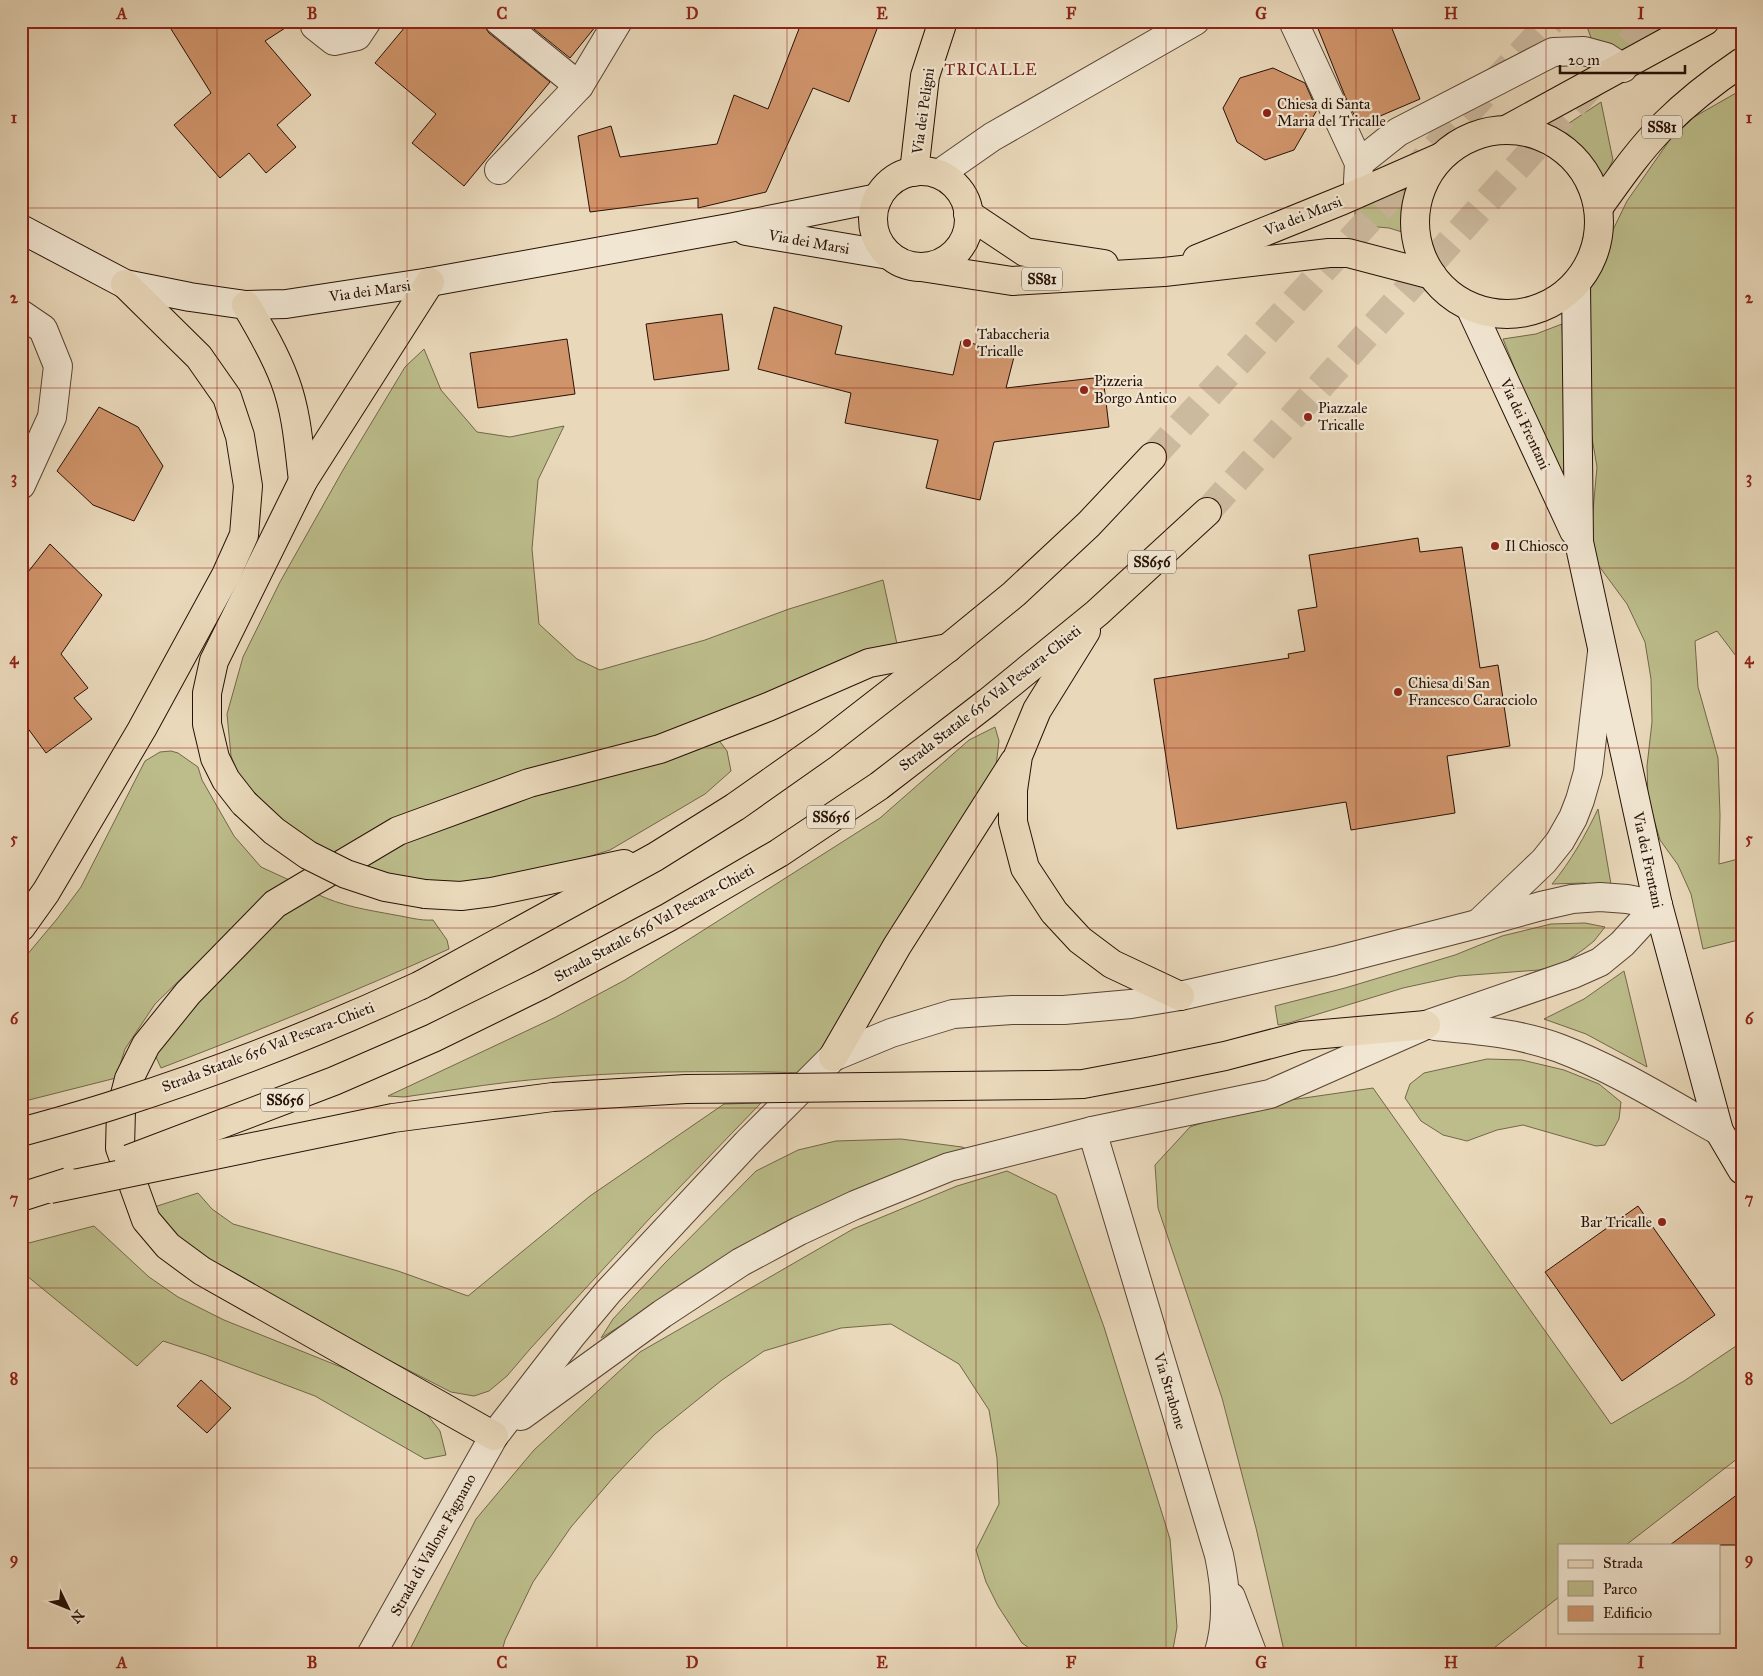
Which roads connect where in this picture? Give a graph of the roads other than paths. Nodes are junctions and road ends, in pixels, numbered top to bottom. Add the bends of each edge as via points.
1 (316, 21) edge
2 (368, 21) edge
3 (499, 21) edge
4 (618, 21) edge
5 (943, 21) edge
6 (1195, 21) edge
7 (1293, 21) edge
8 (1705, 21) edge
9 (1742, 62) edge
10 (1623, 68) junction
11 (578, 86) junction
12 (1506, 130) junction
13 (1441, 157) junction
14 (1359, 163) junction
15 (499, 170) dead end
16 (926, 173) junction
17 (1358, 193) junction
18 (878, 198) junction
19 (1599, 207) junction
20 (968, 214) junction
21 (730, 228) junction
22 (21, 229) edge
23 (889, 255) junction
24 (921, 267) junction
25 (1164, 272) junction
26 (1432, 275) junction
27 (430, 282) junction
28 (125, 284) junction
29 (1576, 284) junction
30 (246, 305) junction
31 (1470, 307) junction
32 (21, 314) edge
33 (1152, 458) tunnel mouth
34 (303, 480) junction
35 (21, 485) edge
36 (1207, 512) tunnel mouth
37 (1578, 542) junction
38 (1097, 613) junction
39 (948, 648) junction
40 (1602, 648) junction
41 (1018, 756) junction
42 (655, 857) junction
43 (1658, 905) junction
44 (1477, 924) junction
45 (21, 927) edge
46 (1180, 996) junction
47 (1426, 1025) junction
48 (833, 1057) junction
49 (1092, 1131) junction
50 (1719, 1131) junction
51 (21, 1132) edge
52 (1742, 1170) edge
53 (50, 1189) junction
54 (21, 1197) edge
55 (494, 1436) junction
56 (1224, 1580) junction
57 (371, 1655) edge
58 (1218, 1655) edge
59 (1253, 1655) edge

1 - 2 street via 315,26 334,40 357,36
3 - 11 street
4 - 11 street
5 - 16 main road, Via dei Peligni via 925,76
6 - 16 street
7 - 14 street
8 - 10 main road, SS81
9 - 19 main road, SS81 via 1701,91 1663,126
10 - 12 main road, SS81
10 - 14 street via 1606,57 1584,51 1553,52 1398,132
11 - 15 street
12 - 13 main road, SS81 via 1482,133 1460,142
12 - 19 main road, SS81 via 1532,132 1556,143 1576,160 1591,182
13 - 17 main road, Via dei Marsi / SS81
13 - 26 main road, SS81 via 1424,184 1415,214 1418,246
14 - 17 street
16 - 18 main road via 899,176
16 - 20 main road via 952,183 962,194
17 - 25 main road, Via dei Marsi / SS81
18 - 21 street, Via dei Marsi
18 - 23 main road via 873,213 874,229 879,243
19 - 29 main road, SS81 via 1599,234 1594,252
20 - 24 main road via 968,230 950,257
20 - 25 main road, Via dei Marsi via 1025,252
21 - 23 street, Via dei Marsi
21 - 27 street, Via dei Marsi
22 - 28 street, Via dei Marsi
23 - 24 main road via 899,262
24 - 25 main road, Via dei Marsi / SS81 via 1012,281
25 - 26 main road, Via dei Marsi / SS81 via 1329,252
26 - 31 main road, SS81 via 1448,294
27 - 30 street, Via dei Marsi via 286,304
27 - 34 main road
28 - 30 street, Via dei Marsi
28 - 45 main road via 199,358 227,397 240,436 248,486 244,535 226,575 142,728 46,892
29 - 31 main road, SS81 via 1554,302 1527,312 1498,314
29 - 37 street, Via dei Frentani
30 - 34 main road via 286,383 298,433
31 - 37 street, Via dei Frentani
32 - 35 street via 43,329 58,366 52,417
33 - 39 main road, Strada Statale 656 Val Pescara-Chieti via 1089,524 1014,594
34 - 42 main road, bridge via 214,660 206,693 207,724 215,758 226,780 244,803 274,832 308,855 346,874 385,887 425,894 461,896 492,892
36 - 38 main road, Strada Statale 656 Val Pescara-Chieti / SS656
37 - 40 street, Via dei Frentani
38 - 41 main road via 1037,710
38 - 53 main road, Strada Statale 656 Val Pescara-Chieti / SS656, bridge via 871,791 770,858 668,917 541,986 433,1038 334,1081
39 - 42 main road, Strada Statale 656 Val Pescara-Chieti via 735,808
39 - 55 main road via 869,663 660,750 529,783 398,831 275,904 188,994 146,1045 129,1079 121,1110 120,1148 146,1220 168,1246 202,1272
40 - 43 street, Via dei Frentani
40 - 44 street via 1588,772 1573,818 1544,861
41 - 46 main road via 1013,822 1025,868 1054,912 1080,940 1112,964
41 - 48 main road via 897,946
42 - 51 main road, Strada Statale 656 Val Pescara-Chieti, bridge via 421,985 362,1012 247,1058 120,1103
43 - 44 street via 1627,899 1572,899
43 - 47 street via 1622,944 1600,962
43 - 50 street, Via dei Frentani
44 - 46 street
46 - 48 street via 1064,1010 953,1014 891,1033
47 - 49 street via 1270,1094
47 - 50 street via 1493,1031 1558,1048 1620,1075
47 - 53 main road, bridge via 1301,1036 1225,1056 1083,1084 686,1089 553,1097 393,1118
48 - 55 street, Strada di Vallone Fagnano via 747,1143 608,1292
49 - 55 street via 949,1167 799,1231 741,1262 662,1314
49 - 56 street, Via Strabone
50 - 52 street, Via dei Frentani
53 - 54 main road, Strada Statale 656 Val Pescara-Chieti / SS656, bridge
55 - 57 street, Strada di Vallone Fagnano
56 - 58 street, Via Strabone via 1225,1628
56 - 59 street

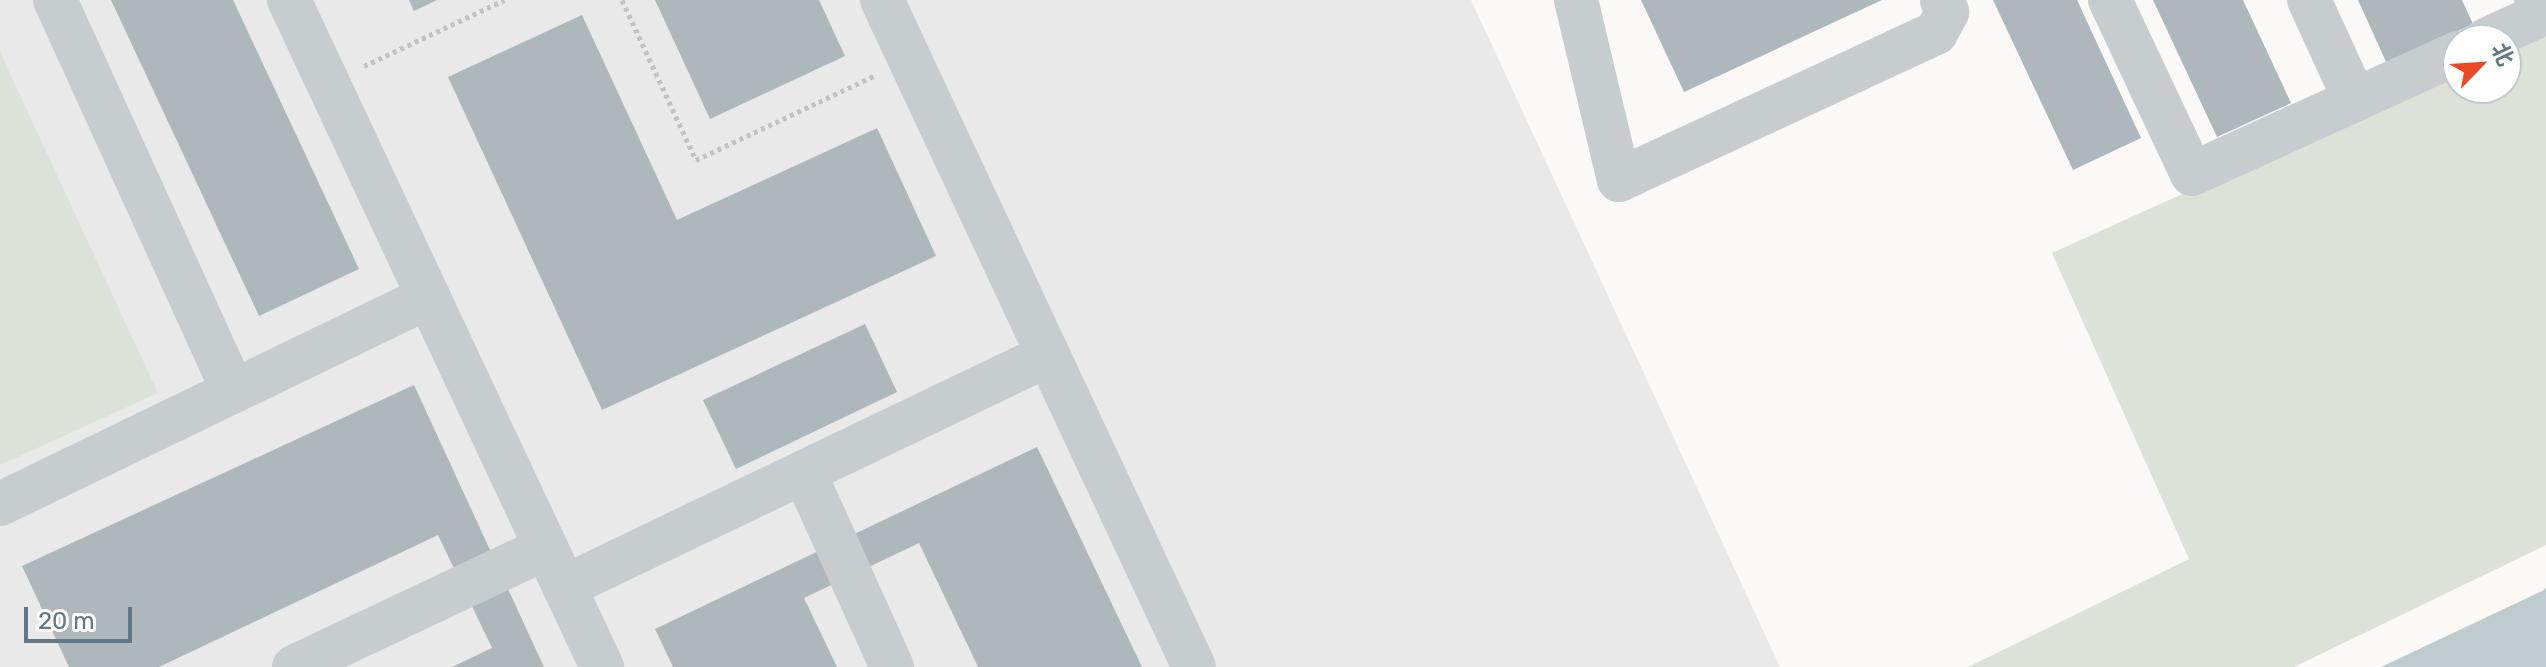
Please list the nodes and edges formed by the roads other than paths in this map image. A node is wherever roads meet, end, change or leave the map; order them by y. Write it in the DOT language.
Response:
graph roads {
  1 [pos="55,0"];
  2 [pos="289,0"];
  3 [pos="882,0"];
  4 [pos="1576,0"];
  5 [pos="1942,0"];
  6 [pos="2110,0"];
  7 [pos="2309,0"];
  8 [pos="2536,0"];
  9 [pos="2520,24"];
  10 [pos="2442,60"];
  11 [pos="2355,100"];
  12 [pos="429,297"];
  13 [pos="1048,355"];
  14 [pos="233,391"];
  15 [pos="804,472"];
  16 [pos="0,504"];
  17 [pos="555,568"];
  18 [pos="294,667"];
  19 [pos="602,667"];
  20 [pos="892,667"];
  21 [pos="1194,667"];
  1 -- 14 [label="lane"];
  2 -- 12 [label="lane"];
  3 -- 13 [label="lane"];
  4 -- 5 [label="lane"];
  6 -- 11 [label="lane"];
  7 -- 11 [label="lane"];
  8 -- 9 [label="lane"];
  10 -- 11 [label="lane"];
  12 -- 14 [label="lane"];
  12 -- 17 [label="lane"];
  13 -- 15 [label="lane"];
  13 -- 21 [label="lane"];
  14 -- 16 [label="lane"];
  15 -- 17 [label="lane"];
  15 -- 20 [label="lane"];
  17 -- 18 [label="lane"];
  17 -- 19 [label="lane"];
}
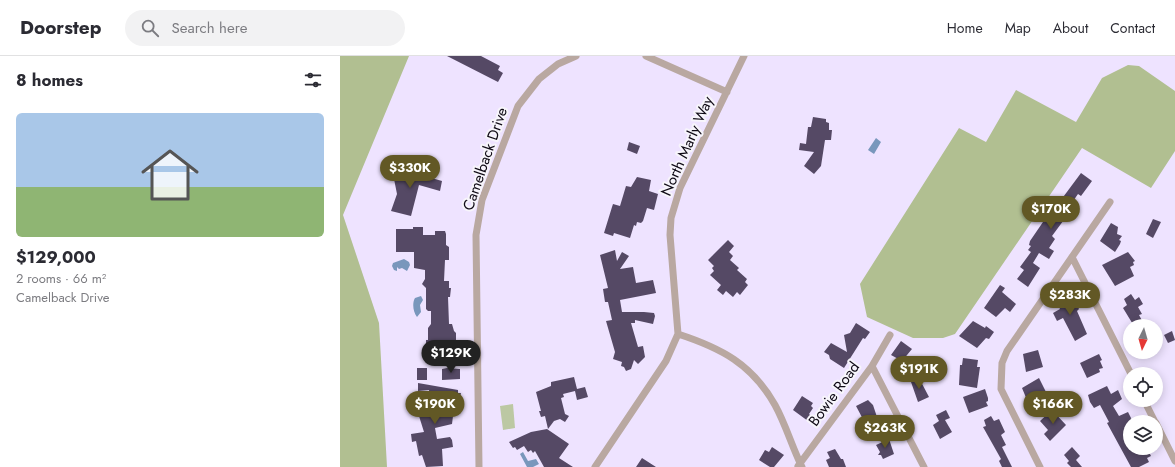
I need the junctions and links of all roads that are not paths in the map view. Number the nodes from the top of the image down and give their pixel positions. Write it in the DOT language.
graph roads {
  1 [pos="576,56"];
  2 [pos="646,56"];
  3 [pos="744,56"];
  4 [pos="727,92"];
  5 [pos="1110,202"];
  6 [pos="1072,257"];
  7 [pos="678,334"];
  8 [pos="890,335"];
  9 [pos="872,366"];
  10 [pos="1127,367"];
  11 [pos="1163,437"];
  12 [pos="1175,461"];
  13 [pos="800,466"];
  14 [pos="479,467"];
  15 [pos="595,467"];
  16 [pos="924,467"];
  17 [pos="1040,467"];
  1 -- 14 [label="street, Camelback Drive"];
  2 -- 4 [label="street"];
  3 -- 4 [label="street, North Marly Way"];
  4 -- 7 [label="street, North Marly Way"];
  5 -- 6 [label="street"];
  6 -- 10 [label="street"];
  6 -- 17 [label="street"];
  7 -- 13 [label="street"];
  7 -- 15 [label="street, North Marly Way"];
  8 -- 9 [label="street, Bowie Road"];
  9 -- 13 [label="street, Bowie Road"];
  9 -- 16 [label="street"];
  11 -- 12 [label="street"];
}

> WORK REQUEST
For each line above that contains "Marly", make a copy.

> FINISHED EXERCISE
  3 -- 4 [label="street, North Marly Way"];
  4 -- 7 [label="street, North Marly Way"];
  7 -- 15 [label="street, North Marly Way"];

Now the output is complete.